■ Description of the task ■
Make an exact copy of every entry, from the first line to the last.

[Excerpts from a dataset]
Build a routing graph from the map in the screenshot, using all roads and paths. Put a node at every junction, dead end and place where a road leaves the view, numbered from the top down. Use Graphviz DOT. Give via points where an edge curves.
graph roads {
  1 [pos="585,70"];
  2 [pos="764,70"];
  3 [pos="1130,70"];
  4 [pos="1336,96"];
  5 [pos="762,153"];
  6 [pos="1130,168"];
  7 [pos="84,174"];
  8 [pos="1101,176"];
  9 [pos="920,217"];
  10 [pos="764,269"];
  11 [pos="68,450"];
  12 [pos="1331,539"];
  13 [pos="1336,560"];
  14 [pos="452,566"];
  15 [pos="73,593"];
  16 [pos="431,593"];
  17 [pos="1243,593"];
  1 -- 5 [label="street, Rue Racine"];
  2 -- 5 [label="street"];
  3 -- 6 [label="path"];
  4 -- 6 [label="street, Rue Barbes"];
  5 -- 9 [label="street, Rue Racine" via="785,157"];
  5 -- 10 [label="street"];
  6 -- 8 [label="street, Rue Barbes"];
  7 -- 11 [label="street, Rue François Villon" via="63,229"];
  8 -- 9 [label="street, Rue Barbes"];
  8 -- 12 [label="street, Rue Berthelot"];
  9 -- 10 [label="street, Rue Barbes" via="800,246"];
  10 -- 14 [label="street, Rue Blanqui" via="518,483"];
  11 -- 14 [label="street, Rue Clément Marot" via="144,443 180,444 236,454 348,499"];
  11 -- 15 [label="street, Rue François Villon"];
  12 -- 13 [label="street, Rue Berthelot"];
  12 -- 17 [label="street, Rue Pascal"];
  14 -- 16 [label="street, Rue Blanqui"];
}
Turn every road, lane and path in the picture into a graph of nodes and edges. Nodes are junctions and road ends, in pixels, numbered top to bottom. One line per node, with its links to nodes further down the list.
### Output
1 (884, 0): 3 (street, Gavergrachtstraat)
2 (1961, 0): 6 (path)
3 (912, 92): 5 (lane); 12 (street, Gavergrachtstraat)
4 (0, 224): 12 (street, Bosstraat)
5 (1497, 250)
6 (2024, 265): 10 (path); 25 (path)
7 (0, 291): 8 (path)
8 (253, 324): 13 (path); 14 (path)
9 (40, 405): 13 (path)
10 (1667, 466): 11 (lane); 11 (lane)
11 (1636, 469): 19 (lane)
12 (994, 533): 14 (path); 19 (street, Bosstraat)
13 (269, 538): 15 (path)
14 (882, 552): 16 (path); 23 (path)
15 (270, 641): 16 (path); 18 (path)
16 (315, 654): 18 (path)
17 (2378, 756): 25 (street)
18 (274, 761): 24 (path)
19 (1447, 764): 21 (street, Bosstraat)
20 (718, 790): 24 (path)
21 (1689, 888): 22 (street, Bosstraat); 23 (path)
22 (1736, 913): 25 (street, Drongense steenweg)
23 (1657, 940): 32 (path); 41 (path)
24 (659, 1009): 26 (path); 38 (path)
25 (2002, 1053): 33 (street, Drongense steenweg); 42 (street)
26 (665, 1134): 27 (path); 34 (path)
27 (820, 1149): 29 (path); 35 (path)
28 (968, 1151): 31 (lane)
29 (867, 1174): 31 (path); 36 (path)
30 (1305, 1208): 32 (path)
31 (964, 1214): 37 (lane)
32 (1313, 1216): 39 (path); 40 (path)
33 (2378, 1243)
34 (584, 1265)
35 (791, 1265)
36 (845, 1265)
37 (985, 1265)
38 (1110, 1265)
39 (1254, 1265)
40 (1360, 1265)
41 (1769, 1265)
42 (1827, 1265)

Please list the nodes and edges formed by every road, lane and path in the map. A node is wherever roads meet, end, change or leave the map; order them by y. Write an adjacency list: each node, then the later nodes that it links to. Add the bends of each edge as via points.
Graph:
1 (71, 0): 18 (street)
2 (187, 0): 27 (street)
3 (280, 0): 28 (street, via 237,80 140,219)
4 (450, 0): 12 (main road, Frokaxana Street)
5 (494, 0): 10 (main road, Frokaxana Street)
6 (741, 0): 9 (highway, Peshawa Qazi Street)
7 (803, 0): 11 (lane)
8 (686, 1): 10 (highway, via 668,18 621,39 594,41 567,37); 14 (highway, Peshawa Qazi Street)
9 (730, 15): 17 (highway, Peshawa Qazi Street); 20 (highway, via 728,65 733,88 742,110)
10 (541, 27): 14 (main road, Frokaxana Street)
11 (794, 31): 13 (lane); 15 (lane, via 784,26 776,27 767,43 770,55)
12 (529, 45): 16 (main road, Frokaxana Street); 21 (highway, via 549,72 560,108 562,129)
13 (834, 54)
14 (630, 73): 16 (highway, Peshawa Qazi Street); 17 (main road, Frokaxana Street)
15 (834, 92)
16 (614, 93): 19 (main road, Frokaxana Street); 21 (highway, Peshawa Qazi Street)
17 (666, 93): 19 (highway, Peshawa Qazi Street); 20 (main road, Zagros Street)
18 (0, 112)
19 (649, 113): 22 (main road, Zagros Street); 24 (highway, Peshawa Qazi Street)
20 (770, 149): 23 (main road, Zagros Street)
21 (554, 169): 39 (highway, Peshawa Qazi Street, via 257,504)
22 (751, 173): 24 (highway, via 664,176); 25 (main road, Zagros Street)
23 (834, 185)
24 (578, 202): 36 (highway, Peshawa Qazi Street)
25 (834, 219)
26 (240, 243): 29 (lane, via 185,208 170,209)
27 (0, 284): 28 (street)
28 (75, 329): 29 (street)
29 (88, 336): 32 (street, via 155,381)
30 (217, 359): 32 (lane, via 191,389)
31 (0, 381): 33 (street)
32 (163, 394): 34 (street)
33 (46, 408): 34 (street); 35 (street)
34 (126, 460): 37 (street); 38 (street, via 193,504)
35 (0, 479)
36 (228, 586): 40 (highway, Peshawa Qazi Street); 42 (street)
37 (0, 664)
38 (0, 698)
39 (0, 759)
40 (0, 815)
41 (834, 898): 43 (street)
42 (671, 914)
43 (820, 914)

■ Task response ■
Build a routing graph from the map in the screenshot, using all roads and paths. Put a node at every junction, dead end and place where a road leaves the view, numbered from the top down. Use Graphviz DOT. Give via points where an edge curves.
graph roads {
  1 [pos="585,70"];
  2 [pos="764,70"];
  3 [pos="1130,70"];
  4 [pos="1336,96"];
  5 [pos="762,153"];
  6 [pos="1130,168"];
  7 [pos="84,174"];
  8 [pos="1101,176"];
  9 [pos="920,217"];
  10 [pos="764,269"];
  11 [pos="68,450"];
  12 [pos="1331,539"];
  13 [pos="1336,560"];
  14 [pos="452,566"];
  15 [pos="73,593"];
  16 [pos="431,593"];
  17 [pos="1243,593"];
  1 -- 5 [label="street, Rue Racine"];
  2 -- 5 [label="street"];
  3 -- 6 [label="path"];
  4 -- 6 [label="street, Rue Barbes"];
  5 -- 9 [label="street, Rue Racine" via="785,157"];
  5 -- 10 [label="street"];
  6 -- 8 [label="street, Rue Barbes"];
  7 -- 11 [label="street, Rue François Villon" via="63,229"];
  8 -- 9 [label="street, Rue Barbes"];
  8 -- 12 [label="street, Rue Berthelot"];
  9 -- 10 [label="street, Rue Barbes" via="800,246"];
  10 -- 14 [label="street, Rue Blanqui" via="518,483"];
  11 -- 14 [label="street, Rue Clément Marot" via="144,443 180,444 236,454 348,499"];
  11 -- 15 [label="street, Rue François Villon"];
  12 -- 13 [label="street, Rue Berthelot"];
  12 -- 17 [label="street, Rue Pascal"];
  14 -- 16 [label="street, Rue Blanqui"];
}
Turn every road, lane and path in the picture into a graph of nodes and edges. Nodes are junctions and road ends, in pixels, numbered top to bottom. One line per node, with its links to nodes further down the list.
### Output
1 (884, 0): 3 (street, Gavergrachtstraat)
2 (1961, 0): 6 (path)
3 (912, 92): 5 (lane); 12 (street, Gavergrachtstraat)
4 (0, 224): 12 (street, Bosstraat)
5 (1497, 250)
6 (2024, 265): 10 (path); 25 (path)
7 (0, 291): 8 (path)
8 (253, 324): 13 (path); 14 (path)
9 (40, 405): 13 (path)
10 (1667, 466): 11 (lane); 11 (lane)
11 (1636, 469): 19 (lane)
12 (994, 533): 14 (path); 19 (street, Bosstraat)
13 (269, 538): 15 (path)
14 (882, 552): 16 (path); 23 (path)
15 (270, 641): 16 (path); 18 (path)
16 (315, 654): 18 (path)
17 (2378, 756): 25 (street)
18 (274, 761): 24 (path)
19 (1447, 764): 21 (street, Bosstraat)
20 (718, 790): 24 (path)
21 (1689, 888): 22 (street, Bosstraat); 23 (path)
22 (1736, 913): 25 (street, Drongense steenweg)
23 (1657, 940): 32 (path); 41 (path)
24 (659, 1009): 26 (path); 38 (path)
25 (2002, 1053): 33 (street, Drongense steenweg); 42 (street)
26 (665, 1134): 27 (path); 34 (path)
27 (820, 1149): 29 (path); 35 (path)
28 (968, 1151): 31 (lane)
29 (867, 1174): 31 (path); 36 (path)
30 (1305, 1208): 32 (path)
31 (964, 1214): 37 (lane)
32 (1313, 1216): 39 (path); 40 (path)
33 (2378, 1243)
34 (584, 1265)
35 (791, 1265)
36 (845, 1265)
37 (985, 1265)
38 (1110, 1265)
39 (1254, 1265)
40 (1360, 1265)
41 (1769, 1265)
42 (1827, 1265)

Please list the nodes and edges formed by every road, lane and path in the map. A node is wherever roads meet, end, change or leave the map; order them by y. Write an adjacency list: each node, then the later nodes that it links to. Add the bends of each edge as via points.
Graph:
1 (71, 0): 18 (street)
2 (187, 0): 27 (street)
3 (280, 0): 28 (street, via 237,80 140,219)
4 (450, 0): 12 (main road, Frokaxana Street)
5 (494, 0): 10 (main road, Frokaxana Street)
6 (741, 0): 9 (highway, Peshawa Qazi Street)
7 (803, 0): 11 (lane)
8 (686, 1): 10 (highway, via 668,18 621,39 594,41 567,37); 14 (highway, Peshawa Qazi Street)
9 (730, 15): 17 (highway, Peshawa Qazi Street); 20 (highway, via 728,65 733,88 742,110)
10 (541, 27): 14 (main road, Frokaxana Street)
11 (794, 31): 13 (lane); 15 (lane, via 784,26 776,27 767,43 770,55)
12 (529, 45): 16 (main road, Frokaxana Street); 21 (highway, via 549,72 560,108 562,129)
13 (834, 54)
14 (630, 73): 16 (highway, Peshawa Qazi Street); 17 (main road, Frokaxana Street)
15 (834, 92)
16 (614, 93): 19 (main road, Frokaxana Street); 21 (highway, Peshawa Qazi Street)
17 (666, 93): 19 (highway, Peshawa Qazi Street); 20 (main road, Zagros Street)
18 (0, 112)
19 (649, 113): 22 (main road, Zagros Street); 24 (highway, Peshawa Qazi Street)
20 (770, 149): 23 (main road, Zagros Street)
21 (554, 169): 39 (highway, Peshawa Qazi Street, via 257,504)
22 (751, 173): 24 (highway, via 664,176); 25 (main road, Zagros Street)
23 (834, 185)
24 (578, 202): 36 (highway, Peshawa Qazi Street)
25 (834, 219)
26 (240, 243): 29 (lane, via 185,208 170,209)
27 (0, 284): 28 (street)
28 (75, 329): 29 (street)
29 (88, 336): 32 (street, via 155,381)
30 (217, 359): 32 (lane, via 191,389)
31 (0, 381): 33 (street)
32 (163, 394): 34 (street)
33 (46, 408): 34 (street); 35 (street)
34 (126, 460): 37 (street); 38 (street, via 193,504)
35 (0, 479)
36 (228, 586): 40 (highway, Peshawa Qazi Street); 42 (street)
37 (0, 664)
38 (0, 698)
39 (0, 759)
40 (0, 815)
41 (834, 898): 43 (street)
42 (671, 914)
43 (820, 914)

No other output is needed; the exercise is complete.